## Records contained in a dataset
*** Block opens ***
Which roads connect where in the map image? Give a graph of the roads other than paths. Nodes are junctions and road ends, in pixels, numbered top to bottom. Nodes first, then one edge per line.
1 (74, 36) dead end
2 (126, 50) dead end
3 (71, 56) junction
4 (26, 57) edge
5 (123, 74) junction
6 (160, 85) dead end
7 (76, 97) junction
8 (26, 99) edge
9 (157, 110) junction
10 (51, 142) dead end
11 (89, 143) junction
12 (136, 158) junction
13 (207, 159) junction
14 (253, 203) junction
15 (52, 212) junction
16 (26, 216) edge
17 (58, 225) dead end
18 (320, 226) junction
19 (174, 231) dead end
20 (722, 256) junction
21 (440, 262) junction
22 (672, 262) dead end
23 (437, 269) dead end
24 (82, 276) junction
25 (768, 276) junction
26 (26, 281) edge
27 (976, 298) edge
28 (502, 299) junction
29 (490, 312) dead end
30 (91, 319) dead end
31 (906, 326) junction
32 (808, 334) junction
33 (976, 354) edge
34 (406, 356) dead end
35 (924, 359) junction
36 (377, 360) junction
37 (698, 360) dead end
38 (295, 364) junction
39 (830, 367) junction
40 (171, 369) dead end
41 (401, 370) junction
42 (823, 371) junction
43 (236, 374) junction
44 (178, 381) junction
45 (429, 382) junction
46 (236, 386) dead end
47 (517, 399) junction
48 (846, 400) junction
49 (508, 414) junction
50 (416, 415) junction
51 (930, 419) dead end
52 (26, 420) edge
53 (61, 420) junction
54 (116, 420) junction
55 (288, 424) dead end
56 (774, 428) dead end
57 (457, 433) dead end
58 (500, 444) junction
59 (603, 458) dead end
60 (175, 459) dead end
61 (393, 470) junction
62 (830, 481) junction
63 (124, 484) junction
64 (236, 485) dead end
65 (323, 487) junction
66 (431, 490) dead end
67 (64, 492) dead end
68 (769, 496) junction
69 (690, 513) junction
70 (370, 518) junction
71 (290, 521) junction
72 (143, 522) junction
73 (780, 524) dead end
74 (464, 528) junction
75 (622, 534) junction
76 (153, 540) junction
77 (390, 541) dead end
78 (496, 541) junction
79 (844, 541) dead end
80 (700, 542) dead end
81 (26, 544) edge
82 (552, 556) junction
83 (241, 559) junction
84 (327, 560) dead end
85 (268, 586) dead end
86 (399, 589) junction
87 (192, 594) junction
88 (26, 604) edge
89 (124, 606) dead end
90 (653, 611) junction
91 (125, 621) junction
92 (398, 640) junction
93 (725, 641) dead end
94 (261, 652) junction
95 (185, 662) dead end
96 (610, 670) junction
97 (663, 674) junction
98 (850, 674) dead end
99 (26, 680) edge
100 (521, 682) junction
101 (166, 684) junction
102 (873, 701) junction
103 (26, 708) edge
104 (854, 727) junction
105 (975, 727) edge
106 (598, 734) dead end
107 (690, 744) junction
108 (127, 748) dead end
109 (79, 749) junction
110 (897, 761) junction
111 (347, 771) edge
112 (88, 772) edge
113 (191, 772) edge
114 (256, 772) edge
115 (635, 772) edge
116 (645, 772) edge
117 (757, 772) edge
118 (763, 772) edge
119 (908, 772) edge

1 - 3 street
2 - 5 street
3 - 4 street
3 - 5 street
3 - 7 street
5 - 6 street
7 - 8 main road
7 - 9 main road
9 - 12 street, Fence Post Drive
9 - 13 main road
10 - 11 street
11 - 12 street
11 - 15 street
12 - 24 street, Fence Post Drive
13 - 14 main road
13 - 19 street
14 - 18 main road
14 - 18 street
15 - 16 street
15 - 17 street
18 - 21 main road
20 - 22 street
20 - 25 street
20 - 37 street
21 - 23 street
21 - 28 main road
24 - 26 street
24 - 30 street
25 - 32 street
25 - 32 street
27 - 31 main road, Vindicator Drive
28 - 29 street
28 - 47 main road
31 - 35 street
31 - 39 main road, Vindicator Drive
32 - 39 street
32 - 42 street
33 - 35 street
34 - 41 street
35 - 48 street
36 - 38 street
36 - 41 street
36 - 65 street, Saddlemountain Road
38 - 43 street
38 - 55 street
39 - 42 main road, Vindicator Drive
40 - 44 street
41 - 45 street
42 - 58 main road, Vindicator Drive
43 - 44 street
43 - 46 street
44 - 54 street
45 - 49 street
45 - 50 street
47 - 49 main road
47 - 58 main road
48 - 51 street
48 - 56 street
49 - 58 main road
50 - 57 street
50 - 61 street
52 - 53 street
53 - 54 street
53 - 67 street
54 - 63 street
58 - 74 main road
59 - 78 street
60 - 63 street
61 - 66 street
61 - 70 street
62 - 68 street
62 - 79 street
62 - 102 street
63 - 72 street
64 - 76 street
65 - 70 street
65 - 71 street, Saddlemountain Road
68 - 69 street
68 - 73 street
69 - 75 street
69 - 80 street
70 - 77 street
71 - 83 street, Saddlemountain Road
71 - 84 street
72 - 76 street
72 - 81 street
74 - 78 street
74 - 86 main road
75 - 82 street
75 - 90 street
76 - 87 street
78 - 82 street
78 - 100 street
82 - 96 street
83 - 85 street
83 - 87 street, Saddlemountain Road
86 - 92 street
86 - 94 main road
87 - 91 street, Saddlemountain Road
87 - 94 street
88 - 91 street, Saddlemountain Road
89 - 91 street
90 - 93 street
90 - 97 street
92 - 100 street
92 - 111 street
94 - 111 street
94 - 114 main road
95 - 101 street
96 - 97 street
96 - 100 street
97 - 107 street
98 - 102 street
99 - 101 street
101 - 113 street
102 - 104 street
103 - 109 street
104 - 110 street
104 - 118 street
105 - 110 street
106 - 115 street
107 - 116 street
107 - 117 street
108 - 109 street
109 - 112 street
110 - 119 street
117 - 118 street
*** Block closes ***
## What the task asks
Sift through the entries and copy every line with "Vindicator".

## Result for this exercise
27 - 31 main road, Vindicator Drive
31 - 39 main road, Vindicator Drive
39 - 42 main road, Vindicator Drive
42 - 58 main road, Vindicator Drive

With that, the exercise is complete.